SUPPLIED ENTRIES.
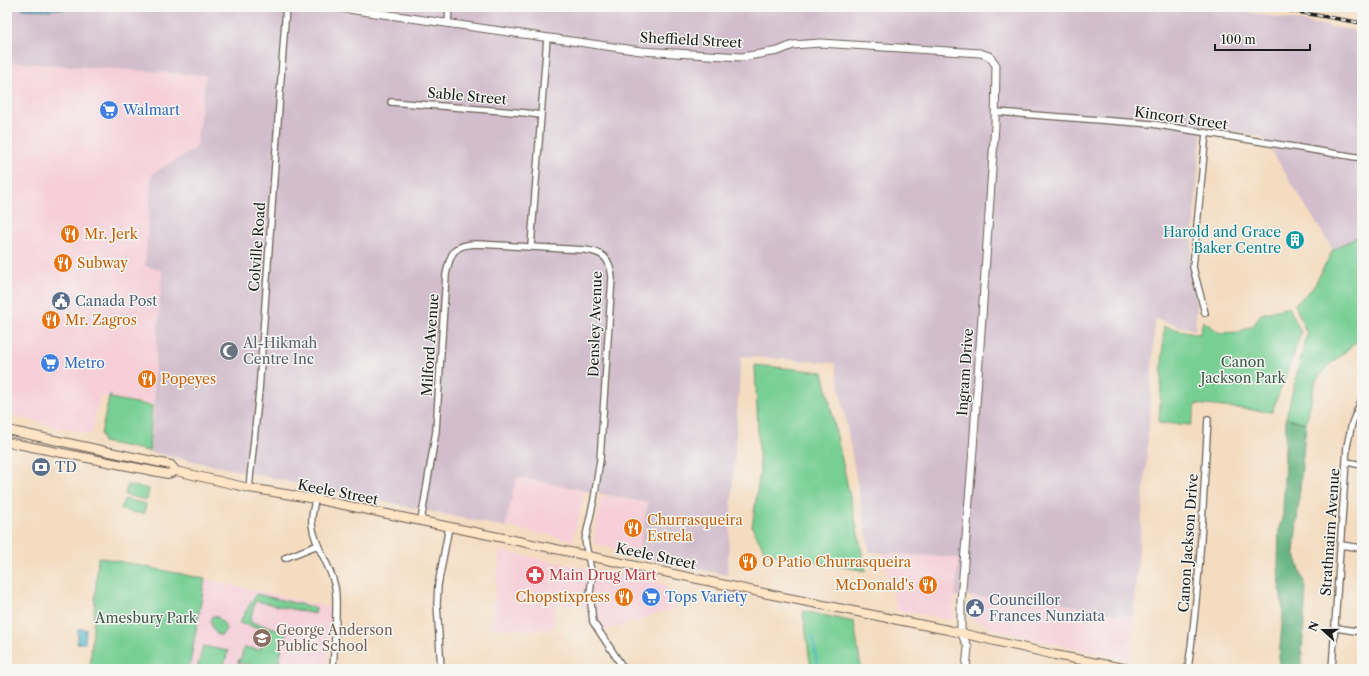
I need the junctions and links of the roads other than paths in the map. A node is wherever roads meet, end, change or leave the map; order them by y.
1 (286, 7) edge
2 (334, 7) edge
3 (449, 7) edge
4 (448, 23) junction
5 (547, 38) junction
6 (392, 102) dead end
7 (996, 112) junction
8 (540, 115) junction
9 (1206, 133) junction
10 (1362, 158) edge
11 (531, 246) junction
12 (1205, 313) dead end
13 (1362, 399) edge
14 (1208, 419) dead end
15 (7, 430) edge
16 (7, 442) edge
17 (24, 446) junction
18 (93, 448) junction
19 (7, 450) edge
20 (91, 459) junction
21 (1347, 462) junction
22 (1362, 465) edge
23 (176, 471) junction
24 (250, 488) junction
25 (316, 499) junction
26 (421, 521) junction
27 (449, 527) junction
28 (318, 545) junction
29 (1341, 545) junction
30 (1362, 548) edge
31 (589, 556) junction
32 (285, 558) dead end
33 (1336, 628) junction
34 (1362, 632) edge
35 (961, 633) junction
36 (333, 669) edge
37 (441, 669) edge
38 (624, 669) edge
39 (966, 669) edge
40 (1130, 669) edge
41 (1188, 669) edge
42 (1332, 669) edge

1 - 24 street, Colville Road
2 - 4 street, Sheffield Street
3 - 4 street
4 - 5 street, Sheffield Street
5 - 7 street, Sheffield Street
5 - 8 street
6 - 8 street, Sable Street
7 - 9 street, Kincort Street
7 - 35 street, Ingram Drive
8 - 11 street
9 - 10 street, Kincort Street
9 - 12 street
11 - 26 street, Milford Avenue
11 - 31 street, Densley Avenue
13 - 21 street, Strathnairn Avenue
14 - 41 street, Canon Jackson Drive
15 - 18 main road, Keele Street
16 - 17 main road, Keele Street
17 - 19 main road
17 - 20 main road, Keele Street
18 - 20 main road
18 - 23 main road, Keele Street
20 - 23 main road, Keele Street
21 - 22 street
21 - 29 street, Strathnairn Avenue
23 - 24 main road, Keele Street
24 - 25 main road, Keele Street
25 - 26 main road, Keele Street
25 - 28 street
26 - 27 main road, Keele Street
27 - 31 main road, Keele Street
27 - 37 street
28 - 32 street
28 - 36 street
29 - 30 street
29 - 33 street, Strathnairn Avenue
31 - 35 main road, Keele Street
31 - 38 street
33 - 34 street
33 - 42 street, Strathnairn Avenue
35 - 39 street, Ingram Drive
35 - 40 main road, Keele Street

WORK TASK. Copy out every line of the data in which the word "dead" is found.

RESULT FOR THIS TASK.
6 (392, 102) dead end
12 (1205, 313) dead end
14 (1208, 419) dead end
32 (285, 558) dead end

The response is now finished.